◆ **Task to complete**
Among the entries below, find the lines with the word "every" and return them.

◆ **Input data**
-=-=-=-=-

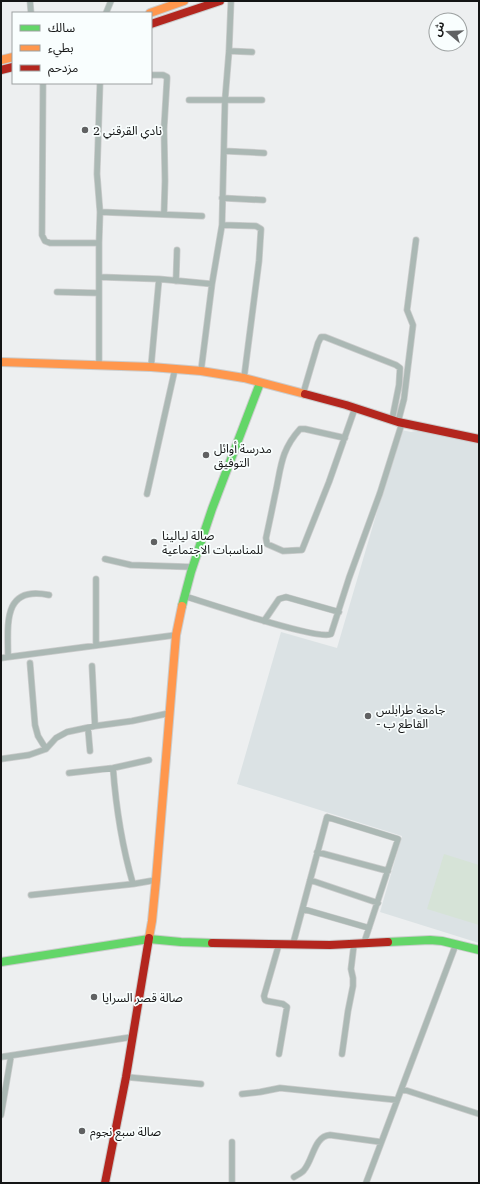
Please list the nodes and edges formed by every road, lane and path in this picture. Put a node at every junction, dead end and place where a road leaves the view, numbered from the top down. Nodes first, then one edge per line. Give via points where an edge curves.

-=-=-=-=-

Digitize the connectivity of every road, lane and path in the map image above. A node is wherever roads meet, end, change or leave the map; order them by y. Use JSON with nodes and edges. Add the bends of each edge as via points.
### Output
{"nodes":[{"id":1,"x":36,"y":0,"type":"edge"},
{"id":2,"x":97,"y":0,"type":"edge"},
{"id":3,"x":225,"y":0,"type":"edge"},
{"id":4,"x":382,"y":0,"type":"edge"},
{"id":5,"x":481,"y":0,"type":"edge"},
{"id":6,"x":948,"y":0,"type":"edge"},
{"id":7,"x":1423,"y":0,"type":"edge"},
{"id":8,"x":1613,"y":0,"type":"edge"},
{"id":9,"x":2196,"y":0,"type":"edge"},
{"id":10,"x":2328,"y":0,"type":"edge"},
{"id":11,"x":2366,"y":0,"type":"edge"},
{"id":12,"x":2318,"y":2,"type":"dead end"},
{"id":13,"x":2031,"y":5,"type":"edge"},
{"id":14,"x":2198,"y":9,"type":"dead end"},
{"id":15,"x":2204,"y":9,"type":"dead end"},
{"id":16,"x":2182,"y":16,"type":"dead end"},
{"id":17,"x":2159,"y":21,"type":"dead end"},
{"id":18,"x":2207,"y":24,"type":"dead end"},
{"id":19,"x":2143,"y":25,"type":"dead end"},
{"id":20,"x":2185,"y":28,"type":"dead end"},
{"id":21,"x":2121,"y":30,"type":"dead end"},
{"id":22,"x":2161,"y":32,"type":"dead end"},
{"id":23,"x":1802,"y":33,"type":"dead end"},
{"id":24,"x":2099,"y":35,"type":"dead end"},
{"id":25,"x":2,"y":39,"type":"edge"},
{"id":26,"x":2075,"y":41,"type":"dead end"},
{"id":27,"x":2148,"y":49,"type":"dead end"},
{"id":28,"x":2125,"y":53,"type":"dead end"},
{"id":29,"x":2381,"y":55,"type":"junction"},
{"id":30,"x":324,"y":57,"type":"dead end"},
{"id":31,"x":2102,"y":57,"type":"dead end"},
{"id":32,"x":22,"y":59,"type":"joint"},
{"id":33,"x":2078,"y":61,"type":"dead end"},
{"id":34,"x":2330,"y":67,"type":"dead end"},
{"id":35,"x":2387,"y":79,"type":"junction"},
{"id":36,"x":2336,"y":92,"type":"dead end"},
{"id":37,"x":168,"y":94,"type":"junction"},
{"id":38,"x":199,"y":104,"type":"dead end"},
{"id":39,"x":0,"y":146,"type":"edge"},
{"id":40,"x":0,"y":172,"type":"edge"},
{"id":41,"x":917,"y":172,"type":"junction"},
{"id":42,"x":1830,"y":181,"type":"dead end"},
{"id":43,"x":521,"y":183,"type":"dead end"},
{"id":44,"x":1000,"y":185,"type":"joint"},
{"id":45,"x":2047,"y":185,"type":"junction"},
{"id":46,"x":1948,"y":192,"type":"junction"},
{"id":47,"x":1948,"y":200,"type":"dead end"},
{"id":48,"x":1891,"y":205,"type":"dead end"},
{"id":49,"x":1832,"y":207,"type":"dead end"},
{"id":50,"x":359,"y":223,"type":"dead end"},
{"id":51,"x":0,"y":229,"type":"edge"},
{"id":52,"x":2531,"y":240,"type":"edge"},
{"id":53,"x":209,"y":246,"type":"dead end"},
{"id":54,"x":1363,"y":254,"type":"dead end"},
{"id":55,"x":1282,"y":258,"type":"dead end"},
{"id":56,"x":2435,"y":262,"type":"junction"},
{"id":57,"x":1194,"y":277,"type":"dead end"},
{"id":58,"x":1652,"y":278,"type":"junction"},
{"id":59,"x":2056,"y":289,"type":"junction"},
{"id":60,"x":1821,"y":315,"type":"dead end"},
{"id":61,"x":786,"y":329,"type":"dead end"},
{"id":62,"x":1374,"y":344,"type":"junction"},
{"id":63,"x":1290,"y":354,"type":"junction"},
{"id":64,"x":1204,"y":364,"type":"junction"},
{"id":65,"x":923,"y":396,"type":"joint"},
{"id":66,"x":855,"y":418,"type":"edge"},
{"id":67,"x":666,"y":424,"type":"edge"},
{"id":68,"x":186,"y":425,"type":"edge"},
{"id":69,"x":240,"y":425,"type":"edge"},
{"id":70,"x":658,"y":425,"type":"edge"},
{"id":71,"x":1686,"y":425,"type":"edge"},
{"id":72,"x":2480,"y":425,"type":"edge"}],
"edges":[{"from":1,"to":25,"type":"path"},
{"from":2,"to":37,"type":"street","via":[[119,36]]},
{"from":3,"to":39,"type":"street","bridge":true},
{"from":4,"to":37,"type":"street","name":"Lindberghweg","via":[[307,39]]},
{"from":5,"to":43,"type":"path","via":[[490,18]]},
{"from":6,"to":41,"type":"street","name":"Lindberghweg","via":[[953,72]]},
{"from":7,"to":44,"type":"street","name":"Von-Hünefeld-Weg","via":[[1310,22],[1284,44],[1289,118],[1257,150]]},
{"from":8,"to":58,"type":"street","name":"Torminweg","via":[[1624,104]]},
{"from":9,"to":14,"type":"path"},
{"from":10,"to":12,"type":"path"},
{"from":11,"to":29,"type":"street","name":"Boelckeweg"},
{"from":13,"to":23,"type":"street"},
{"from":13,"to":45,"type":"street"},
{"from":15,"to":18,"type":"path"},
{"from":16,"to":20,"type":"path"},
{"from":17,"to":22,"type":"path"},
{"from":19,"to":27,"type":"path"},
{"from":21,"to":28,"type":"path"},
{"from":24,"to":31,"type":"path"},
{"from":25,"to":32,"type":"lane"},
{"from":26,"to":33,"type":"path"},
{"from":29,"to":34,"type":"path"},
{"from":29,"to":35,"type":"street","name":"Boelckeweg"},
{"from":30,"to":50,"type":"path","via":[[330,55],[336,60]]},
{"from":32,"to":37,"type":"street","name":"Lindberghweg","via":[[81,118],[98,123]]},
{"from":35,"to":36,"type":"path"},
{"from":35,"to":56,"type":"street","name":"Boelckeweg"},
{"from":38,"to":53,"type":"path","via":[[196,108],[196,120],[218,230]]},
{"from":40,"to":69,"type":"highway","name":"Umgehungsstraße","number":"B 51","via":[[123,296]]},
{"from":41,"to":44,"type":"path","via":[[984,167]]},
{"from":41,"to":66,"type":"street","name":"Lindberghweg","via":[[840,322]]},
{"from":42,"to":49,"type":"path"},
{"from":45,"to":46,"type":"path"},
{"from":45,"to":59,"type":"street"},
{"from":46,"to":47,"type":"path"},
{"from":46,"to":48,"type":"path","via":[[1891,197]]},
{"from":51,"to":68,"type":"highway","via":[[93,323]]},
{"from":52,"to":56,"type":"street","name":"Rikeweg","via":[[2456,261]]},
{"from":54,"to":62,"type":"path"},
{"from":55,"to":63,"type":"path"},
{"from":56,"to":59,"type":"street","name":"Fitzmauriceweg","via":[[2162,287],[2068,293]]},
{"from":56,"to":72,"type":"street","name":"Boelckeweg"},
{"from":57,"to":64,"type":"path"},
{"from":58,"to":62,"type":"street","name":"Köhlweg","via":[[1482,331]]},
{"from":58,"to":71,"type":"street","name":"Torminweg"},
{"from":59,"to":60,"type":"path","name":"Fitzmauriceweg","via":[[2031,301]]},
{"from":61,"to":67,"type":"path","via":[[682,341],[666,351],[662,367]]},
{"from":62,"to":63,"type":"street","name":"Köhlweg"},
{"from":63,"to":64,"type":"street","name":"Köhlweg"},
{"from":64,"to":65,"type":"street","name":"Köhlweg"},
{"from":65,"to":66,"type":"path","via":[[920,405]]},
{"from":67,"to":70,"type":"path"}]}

-=-=-=-=-

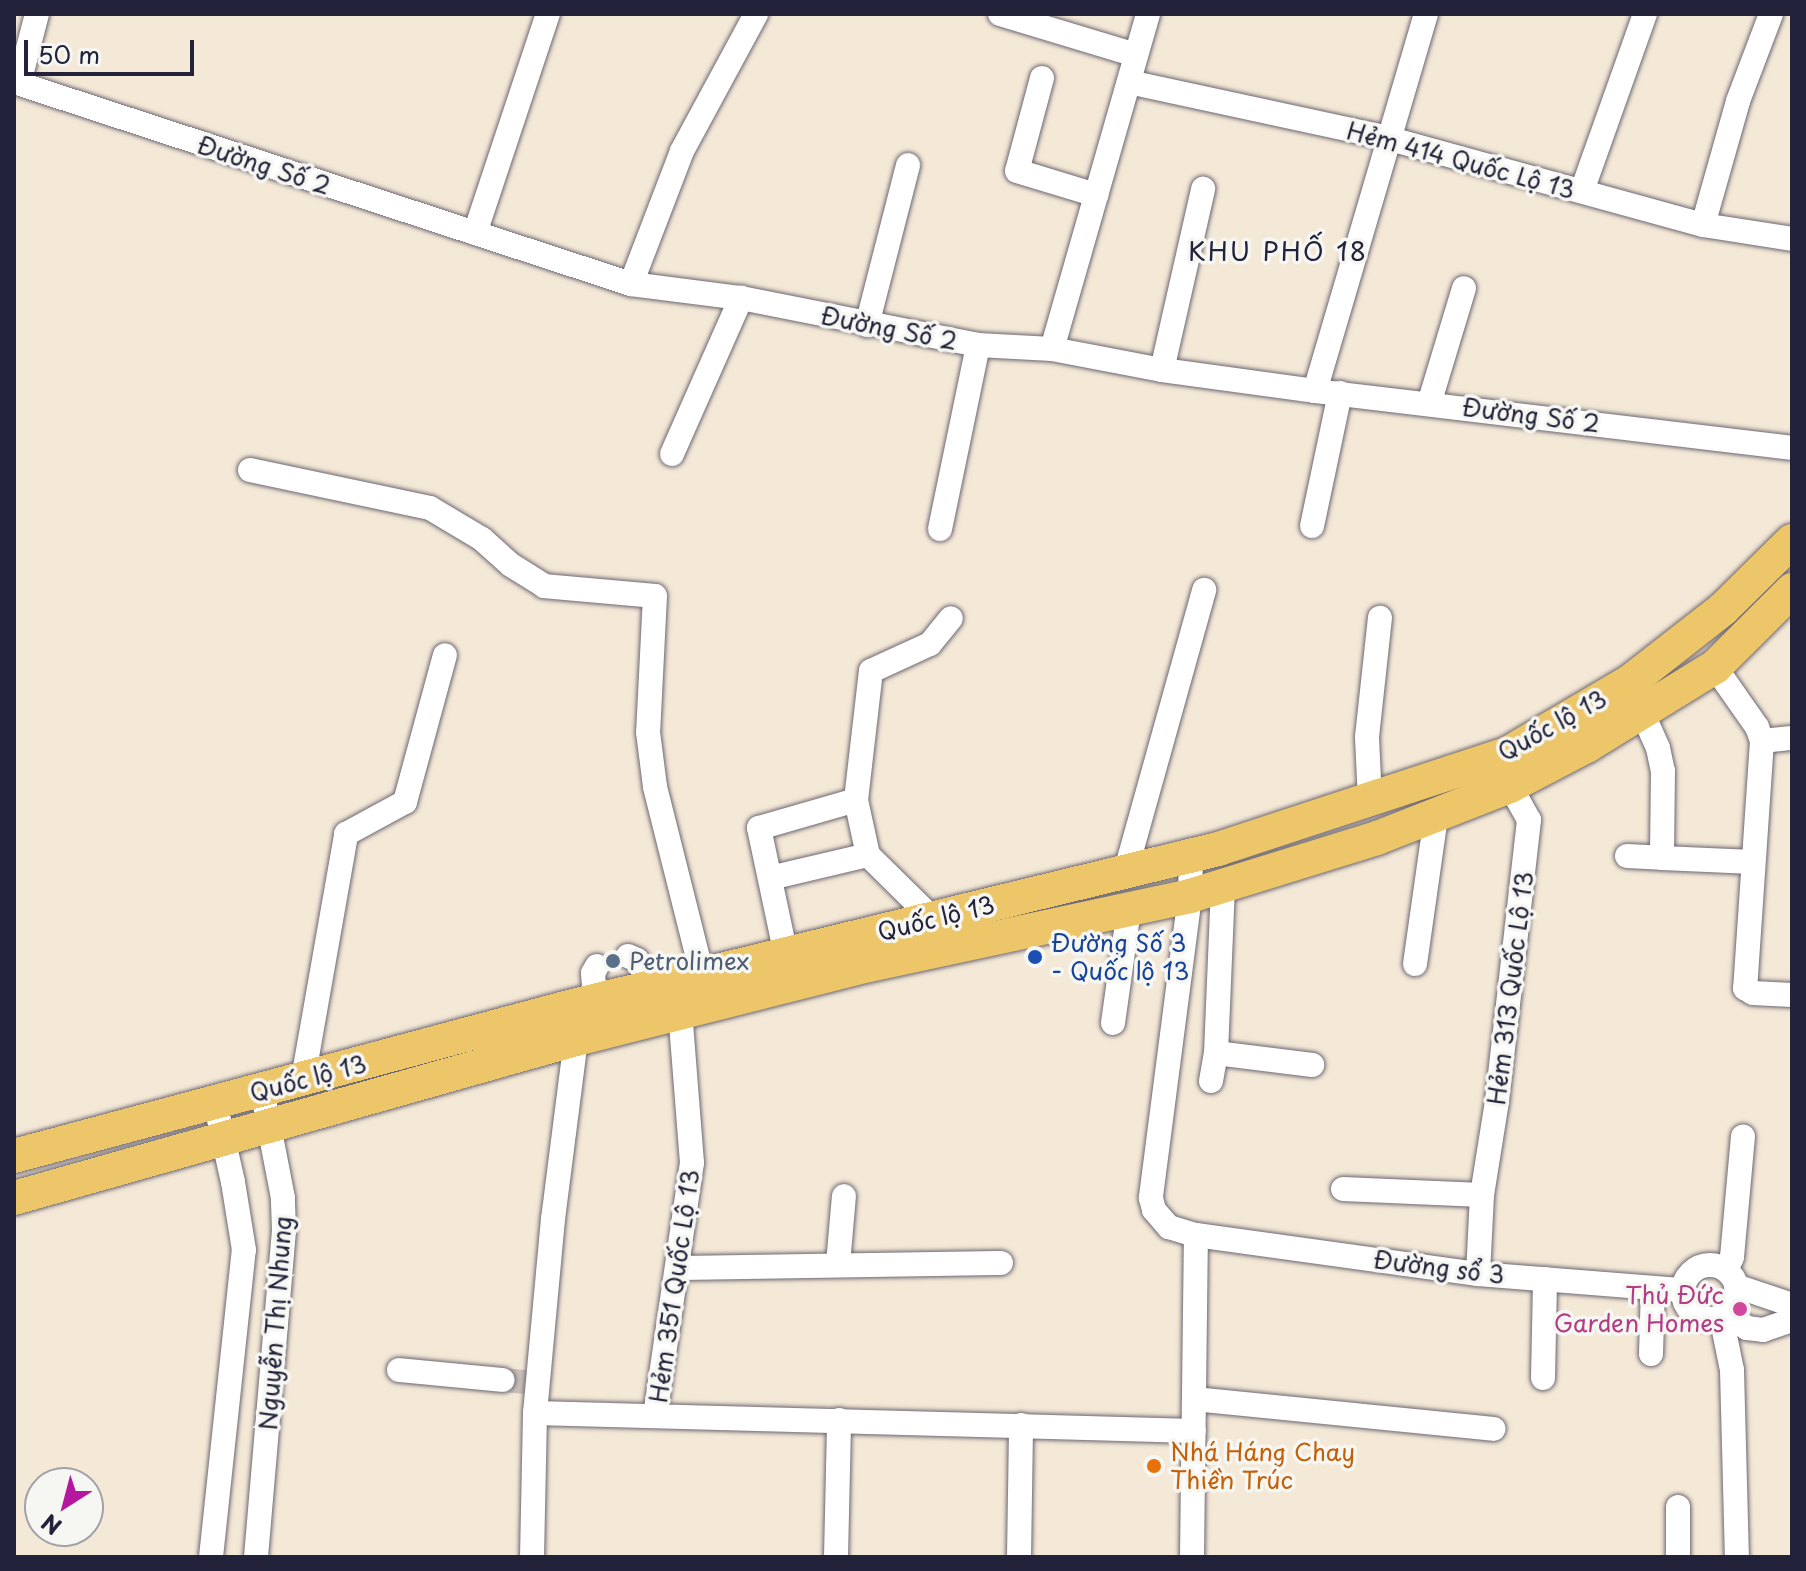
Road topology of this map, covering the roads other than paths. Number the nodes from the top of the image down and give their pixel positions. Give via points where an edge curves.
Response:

-=-=-=-=-

◆ **Solved exercise**
Please list the nodes and edges formed by every road, lane and path in this picture. Put a node at every junction, dead end and place where a road leaves the view, numbered from the top down. Nodes first, then one edge per line. Give via points where an edge curves.
Digitize the connectivity of every road, lane and path in the map image above. A node is wherever roads meet, end, change or leave the map; order them by y. Use JSON with nodes and edges. Add the bends of each edge as via points.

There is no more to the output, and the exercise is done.